Source records:

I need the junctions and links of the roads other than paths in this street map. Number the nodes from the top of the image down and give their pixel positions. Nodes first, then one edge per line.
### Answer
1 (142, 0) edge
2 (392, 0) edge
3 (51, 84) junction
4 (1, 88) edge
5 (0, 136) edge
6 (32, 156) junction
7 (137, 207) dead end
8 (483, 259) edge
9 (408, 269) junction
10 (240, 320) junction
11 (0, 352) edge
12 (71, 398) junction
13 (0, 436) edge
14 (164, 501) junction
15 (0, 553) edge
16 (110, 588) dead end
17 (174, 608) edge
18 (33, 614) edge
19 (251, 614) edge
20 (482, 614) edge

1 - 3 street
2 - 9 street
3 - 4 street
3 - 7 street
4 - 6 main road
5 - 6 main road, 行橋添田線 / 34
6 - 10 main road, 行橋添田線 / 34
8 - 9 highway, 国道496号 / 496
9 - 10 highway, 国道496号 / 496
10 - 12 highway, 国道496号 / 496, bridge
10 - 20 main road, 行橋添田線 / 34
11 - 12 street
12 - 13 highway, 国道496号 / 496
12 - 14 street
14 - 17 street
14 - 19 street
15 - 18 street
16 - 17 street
---
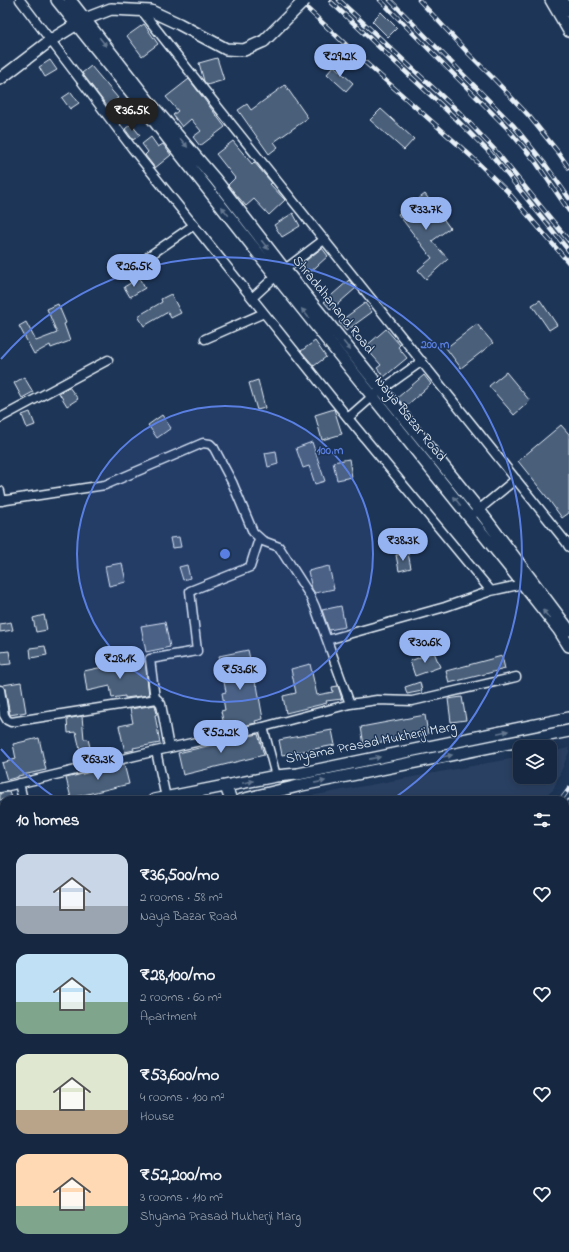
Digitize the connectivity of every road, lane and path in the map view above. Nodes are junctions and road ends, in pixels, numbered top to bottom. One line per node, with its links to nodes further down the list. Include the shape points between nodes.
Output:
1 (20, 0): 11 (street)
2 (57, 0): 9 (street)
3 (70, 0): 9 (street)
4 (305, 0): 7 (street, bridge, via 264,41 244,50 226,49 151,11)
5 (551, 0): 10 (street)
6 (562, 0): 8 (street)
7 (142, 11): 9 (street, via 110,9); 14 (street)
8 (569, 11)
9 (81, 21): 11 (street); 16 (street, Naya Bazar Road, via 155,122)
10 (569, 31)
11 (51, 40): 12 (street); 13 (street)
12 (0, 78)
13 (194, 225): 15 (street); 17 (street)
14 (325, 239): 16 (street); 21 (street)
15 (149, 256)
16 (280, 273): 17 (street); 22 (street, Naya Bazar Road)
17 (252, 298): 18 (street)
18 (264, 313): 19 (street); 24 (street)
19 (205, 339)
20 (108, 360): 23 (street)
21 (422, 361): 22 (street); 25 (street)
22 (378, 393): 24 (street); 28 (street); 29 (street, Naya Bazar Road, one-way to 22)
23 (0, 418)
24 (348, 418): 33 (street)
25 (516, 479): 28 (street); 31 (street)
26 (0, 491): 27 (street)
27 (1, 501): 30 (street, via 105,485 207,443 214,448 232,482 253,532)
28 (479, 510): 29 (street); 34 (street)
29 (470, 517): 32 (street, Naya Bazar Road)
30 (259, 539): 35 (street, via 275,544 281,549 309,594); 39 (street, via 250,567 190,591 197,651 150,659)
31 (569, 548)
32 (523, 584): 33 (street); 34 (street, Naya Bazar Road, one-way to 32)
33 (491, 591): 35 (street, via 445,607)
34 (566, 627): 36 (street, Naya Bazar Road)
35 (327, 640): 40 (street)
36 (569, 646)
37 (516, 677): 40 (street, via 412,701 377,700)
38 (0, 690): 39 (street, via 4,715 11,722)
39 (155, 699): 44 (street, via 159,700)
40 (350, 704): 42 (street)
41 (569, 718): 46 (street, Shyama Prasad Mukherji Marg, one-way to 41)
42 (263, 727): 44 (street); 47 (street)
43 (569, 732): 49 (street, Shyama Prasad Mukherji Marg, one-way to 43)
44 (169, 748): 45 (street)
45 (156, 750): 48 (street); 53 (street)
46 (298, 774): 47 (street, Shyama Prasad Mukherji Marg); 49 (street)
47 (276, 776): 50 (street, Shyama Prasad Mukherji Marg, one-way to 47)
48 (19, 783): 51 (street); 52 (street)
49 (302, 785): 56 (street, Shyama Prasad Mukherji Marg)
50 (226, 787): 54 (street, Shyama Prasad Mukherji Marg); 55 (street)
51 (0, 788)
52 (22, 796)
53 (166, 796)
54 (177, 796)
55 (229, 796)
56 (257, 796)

Work item:
Go through the material and copy each line in which the word "down" occurs.

Answer to this task:
I need the junctions and links of the roads other than paths in this street map. Number the nodes from the top of the image down and give their pixel positions. Nodes first, then one edge per line.
Digitize the connectivity of every road, lane and path in the map view above. Nodes are junctions and road ends, in pixels, numbered top to bottom. One line per node, with its links to nodes further down the list. Include the shape points between nodes.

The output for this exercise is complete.